Tamas Dobozy’s Seige 13, winner of the Writer’s Trust award, (a collection dealing with repercussions -- in the past or in the immediate present -- of the siege of Budapest by the Red Army in 1944) lured me in almost immediately, though these are difficult stories: choking accounts of past horror and betrayal and of the stain that has spread into the lives of many of today’s Hungarian-Canadians who carry shards and echoes within themselves -- guilts and sorrows -- reflected or personal and ingrained. And these fictional characters are also often neighbours, I realized, these are friends, this is the inner life of so much of Canada indeed, in its many iterations – not just those with invisible cords leading back to central Europe but to so many other parts of the world.

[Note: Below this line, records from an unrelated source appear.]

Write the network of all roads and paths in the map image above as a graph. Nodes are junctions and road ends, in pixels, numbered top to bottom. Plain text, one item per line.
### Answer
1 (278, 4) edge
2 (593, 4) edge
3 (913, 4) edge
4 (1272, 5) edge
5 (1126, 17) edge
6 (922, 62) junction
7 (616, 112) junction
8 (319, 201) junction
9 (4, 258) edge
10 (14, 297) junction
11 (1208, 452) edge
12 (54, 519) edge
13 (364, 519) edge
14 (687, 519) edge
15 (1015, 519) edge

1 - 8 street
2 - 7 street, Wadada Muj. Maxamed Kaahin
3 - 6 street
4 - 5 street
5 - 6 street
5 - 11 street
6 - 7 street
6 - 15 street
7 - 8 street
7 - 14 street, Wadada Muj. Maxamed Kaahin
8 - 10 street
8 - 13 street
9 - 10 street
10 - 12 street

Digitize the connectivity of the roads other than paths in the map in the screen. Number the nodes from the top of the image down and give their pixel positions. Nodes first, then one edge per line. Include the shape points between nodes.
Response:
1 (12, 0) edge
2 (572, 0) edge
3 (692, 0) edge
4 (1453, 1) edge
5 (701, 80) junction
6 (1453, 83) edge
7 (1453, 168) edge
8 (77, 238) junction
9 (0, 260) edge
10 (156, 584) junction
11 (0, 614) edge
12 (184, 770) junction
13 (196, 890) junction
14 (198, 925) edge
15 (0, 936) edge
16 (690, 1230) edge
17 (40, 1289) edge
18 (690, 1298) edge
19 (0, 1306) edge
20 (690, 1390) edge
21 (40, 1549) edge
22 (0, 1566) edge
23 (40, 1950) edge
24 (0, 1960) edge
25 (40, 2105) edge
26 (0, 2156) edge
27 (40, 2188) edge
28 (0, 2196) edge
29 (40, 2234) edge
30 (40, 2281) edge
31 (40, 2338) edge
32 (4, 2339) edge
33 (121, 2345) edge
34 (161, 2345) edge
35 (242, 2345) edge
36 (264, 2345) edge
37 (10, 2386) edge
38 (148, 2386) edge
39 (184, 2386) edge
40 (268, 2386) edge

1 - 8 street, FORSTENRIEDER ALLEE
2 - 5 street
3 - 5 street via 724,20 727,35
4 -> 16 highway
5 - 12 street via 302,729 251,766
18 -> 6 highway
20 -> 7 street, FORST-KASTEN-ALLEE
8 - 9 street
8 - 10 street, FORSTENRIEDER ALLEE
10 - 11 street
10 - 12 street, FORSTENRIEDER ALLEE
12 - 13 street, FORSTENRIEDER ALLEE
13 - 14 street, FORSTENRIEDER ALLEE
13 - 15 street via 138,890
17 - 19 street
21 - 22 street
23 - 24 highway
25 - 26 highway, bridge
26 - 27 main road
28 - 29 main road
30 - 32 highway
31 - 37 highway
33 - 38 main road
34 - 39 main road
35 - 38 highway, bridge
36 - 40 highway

And what a debt we owe to writers like Tamas Dobozy for leading us, willing or not, into those interior lands with such bravery.
Ah, and again betrayal: this time a well-meaning man’s betrayal of his own religious beliefs and moral code, and (again) the stain that spreads – this time from an almost accidental act (the purchase of a slave) as it brings disaster to his children and grandchildren…. This is Linda Spalding’s The Purchase, which, above all, plunged me into the reality of life on the Virginia frontier in the very early days of the U.S. establishing itself as a country, in circumstances where the right moral decisions can often be as hard to discern as the wooded fields are to plough.
This is a novel studded with moments where the reader wants to say, “Don’t do it,” to the characters (and particularly to Daniel Dickenson, the widowed father caught up in circumstances that are repeatedly almost beyond his control). “Don’t do it!” or “Why did you do it?” as again and again the hardness of his Quaker ethic collides with what seems like simple humanity; and fatal mistakes roll down the generations. It is a novel where even the telling is studded with lacunae, like the gaps in the thought-processes of the characters themselves and in their communication with one-another: the mystery of their ruinous decisions left to bob just under the consciousness the reader, like potent images in a poem.
Of the three awards under discussion, I now note that the Governor General’s is the only one that has the word “literary” in its title, and Spalding’s novel strikes me as embodying important qualities that go beyond even great story-telling, evocative writing, deep human insights, unforgettable scenes, in the way it raises that most human of conundrums: that in life there are always more questions than answers.
And out of all of that Spalding also allows us the satisfaction of a subtle glint of hope, even though slim as the palest trace of moon, “…waiting to take back the sky.”